▶ **TASK DESCRIPTION**
Among the entries that follow, find every line with the word "Filippo" and copy it.

▶ **PROVIDED RECORDS**

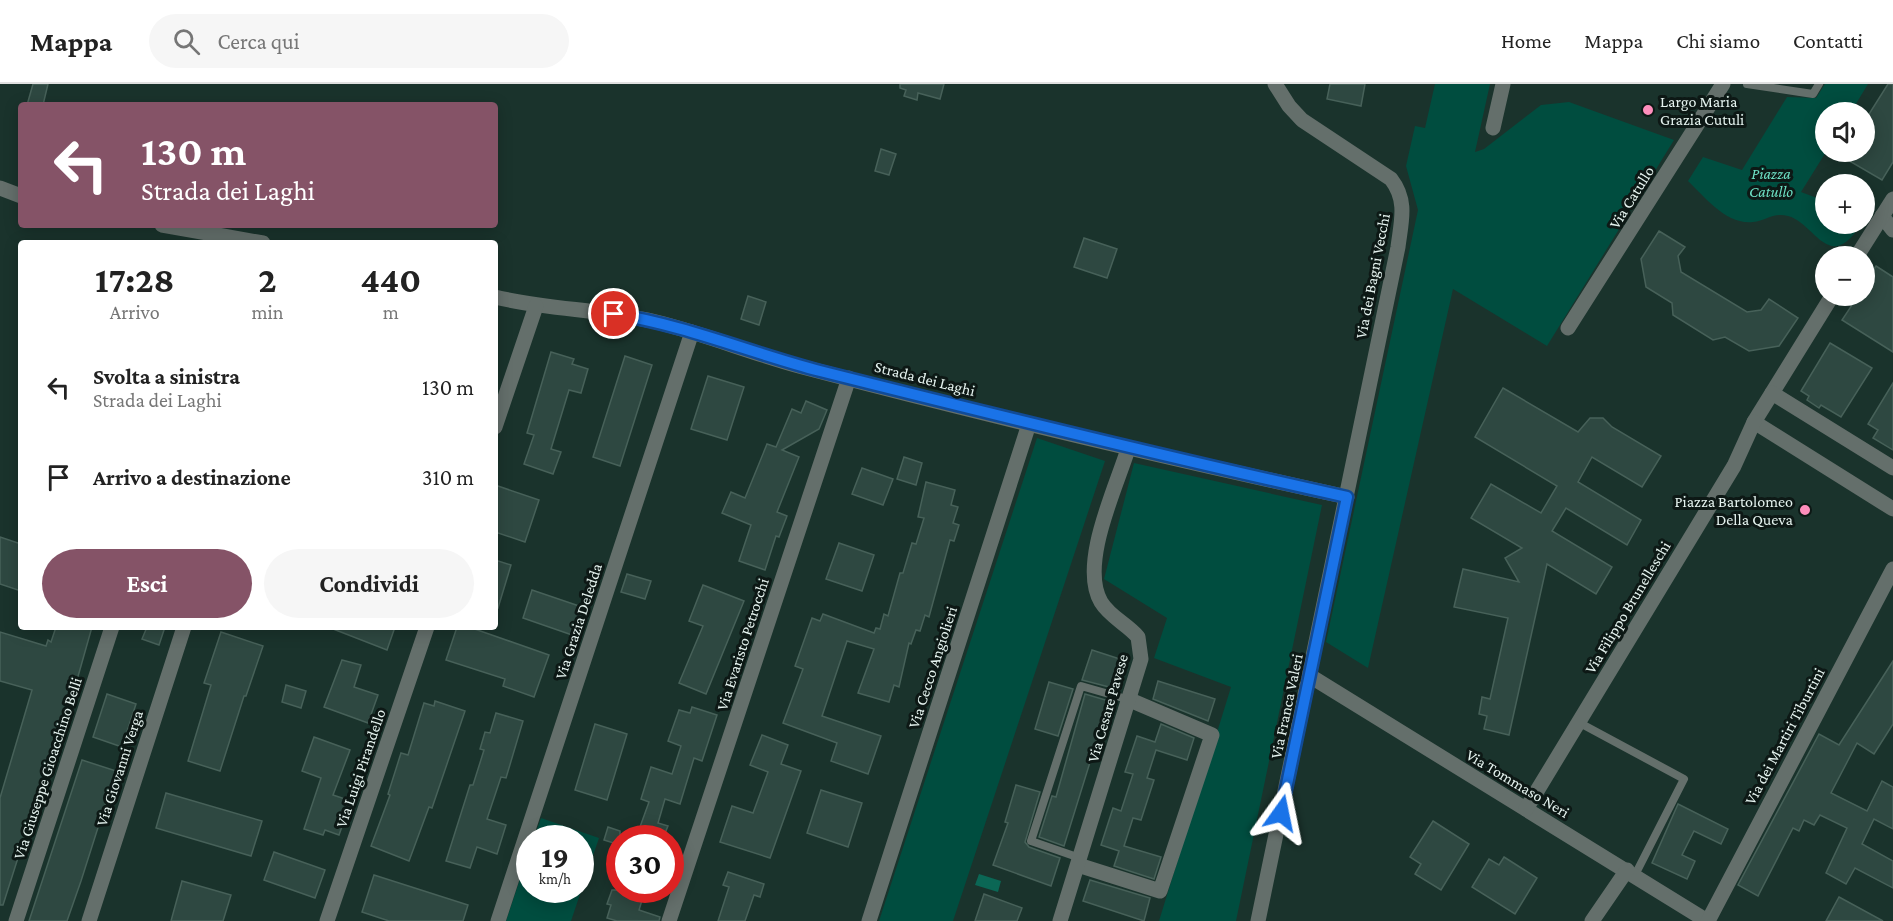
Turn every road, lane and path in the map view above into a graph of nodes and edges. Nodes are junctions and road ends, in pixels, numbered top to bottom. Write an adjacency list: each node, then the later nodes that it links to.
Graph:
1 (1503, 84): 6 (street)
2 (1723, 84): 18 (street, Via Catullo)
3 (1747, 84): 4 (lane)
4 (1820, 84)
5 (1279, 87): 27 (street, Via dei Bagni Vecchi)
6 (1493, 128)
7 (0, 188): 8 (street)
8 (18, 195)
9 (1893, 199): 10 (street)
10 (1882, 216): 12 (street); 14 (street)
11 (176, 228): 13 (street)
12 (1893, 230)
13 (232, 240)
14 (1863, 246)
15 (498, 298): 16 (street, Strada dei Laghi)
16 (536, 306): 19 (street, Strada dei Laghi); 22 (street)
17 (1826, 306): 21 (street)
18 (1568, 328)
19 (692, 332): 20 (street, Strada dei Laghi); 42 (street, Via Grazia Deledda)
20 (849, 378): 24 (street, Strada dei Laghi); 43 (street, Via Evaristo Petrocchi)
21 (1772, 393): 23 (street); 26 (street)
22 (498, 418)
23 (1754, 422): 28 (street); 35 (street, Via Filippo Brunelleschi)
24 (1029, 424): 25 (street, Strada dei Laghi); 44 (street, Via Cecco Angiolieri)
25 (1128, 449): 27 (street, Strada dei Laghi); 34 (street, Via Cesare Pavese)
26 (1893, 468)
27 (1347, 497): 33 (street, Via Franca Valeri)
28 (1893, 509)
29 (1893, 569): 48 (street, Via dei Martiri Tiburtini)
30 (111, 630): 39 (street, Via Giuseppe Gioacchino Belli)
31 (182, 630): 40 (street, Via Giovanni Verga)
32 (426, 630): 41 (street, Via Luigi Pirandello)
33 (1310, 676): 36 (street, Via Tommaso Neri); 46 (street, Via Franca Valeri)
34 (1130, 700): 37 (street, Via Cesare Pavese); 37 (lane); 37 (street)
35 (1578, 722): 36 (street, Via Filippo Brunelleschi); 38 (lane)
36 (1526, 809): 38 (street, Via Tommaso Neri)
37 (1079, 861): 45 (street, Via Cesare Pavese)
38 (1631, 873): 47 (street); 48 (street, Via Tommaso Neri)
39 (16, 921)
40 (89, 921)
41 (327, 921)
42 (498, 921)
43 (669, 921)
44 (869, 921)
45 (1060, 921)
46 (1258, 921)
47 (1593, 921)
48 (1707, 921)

▶ **TASK RESPONSE**
23 (1754, 422): 28 (street); 35 (street, Via Filippo Brunelleschi)
35 (1578, 722): 36 (street, Via Filippo Brunelleschi); 38 (lane)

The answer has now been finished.